2 Introduction to R

We will learn a lot more about statistical programming this semester, but we’ll start with a crash course on R with the idea of getting you up-and-running.

I listed a few references in the Introduction, but this section will mostly follow the discussion in Introduction to Data Science: Data Wrangling and Visualization with R, by Rafael Irizarry. I’ll abbreviate this reference as IDS throughout this section.

IDS is not specifically geared towards Econometrics, but I think it is a really fantastic book and resource. In this section, I cover what I think are the most important basics of R programming and additionally point you to the references for the material that I cover in class. But I would strongly recommend reading all of the first 5 chapters of IDS over the next couple of weeks.
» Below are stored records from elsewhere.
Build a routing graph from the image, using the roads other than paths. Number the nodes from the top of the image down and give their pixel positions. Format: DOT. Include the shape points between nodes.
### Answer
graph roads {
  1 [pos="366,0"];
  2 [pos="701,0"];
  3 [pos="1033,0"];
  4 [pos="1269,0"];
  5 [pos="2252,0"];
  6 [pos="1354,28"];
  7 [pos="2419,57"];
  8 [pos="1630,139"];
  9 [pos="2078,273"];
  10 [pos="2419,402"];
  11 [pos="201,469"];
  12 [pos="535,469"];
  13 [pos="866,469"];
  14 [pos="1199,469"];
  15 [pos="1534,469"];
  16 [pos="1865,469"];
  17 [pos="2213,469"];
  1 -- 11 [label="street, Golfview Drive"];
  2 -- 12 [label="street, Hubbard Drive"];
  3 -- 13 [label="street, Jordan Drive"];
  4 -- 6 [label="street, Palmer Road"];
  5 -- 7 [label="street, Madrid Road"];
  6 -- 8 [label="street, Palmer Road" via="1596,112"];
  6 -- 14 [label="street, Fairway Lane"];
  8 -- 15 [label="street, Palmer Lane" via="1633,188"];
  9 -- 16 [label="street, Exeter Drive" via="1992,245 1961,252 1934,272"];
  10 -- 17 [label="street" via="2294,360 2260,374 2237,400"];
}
We will basically only cover the first 5 chapters in our class, but the course should set you up so that the remaining 35 chapters of the book can serve as helpful reference material throughout the rest of the semester.

2.1 Setting up R

This section covers how to set up R and RStudio and then what RStudio will look like when you open it up.

2.1.1 What is R?

2.1.2 Downloading R

We will use R (https://www.r-project.org/) to analyze data. R is freely available and available across platforms. You should go ahead and download R for your personal computer as soon as possible — this should be relatively straightforward. It is also available at most computer labs on campus.

2.1.3 RStudio

Base R comes with a lightweight development environment (i.e., a place to write and execute code), but most folks prefer RStudio as it has more features. You can download it here: https://www.rstudio.com/products/rstudio/download/#download; choose the free version based on your operating system (Linux, Windows, Mac, etc.).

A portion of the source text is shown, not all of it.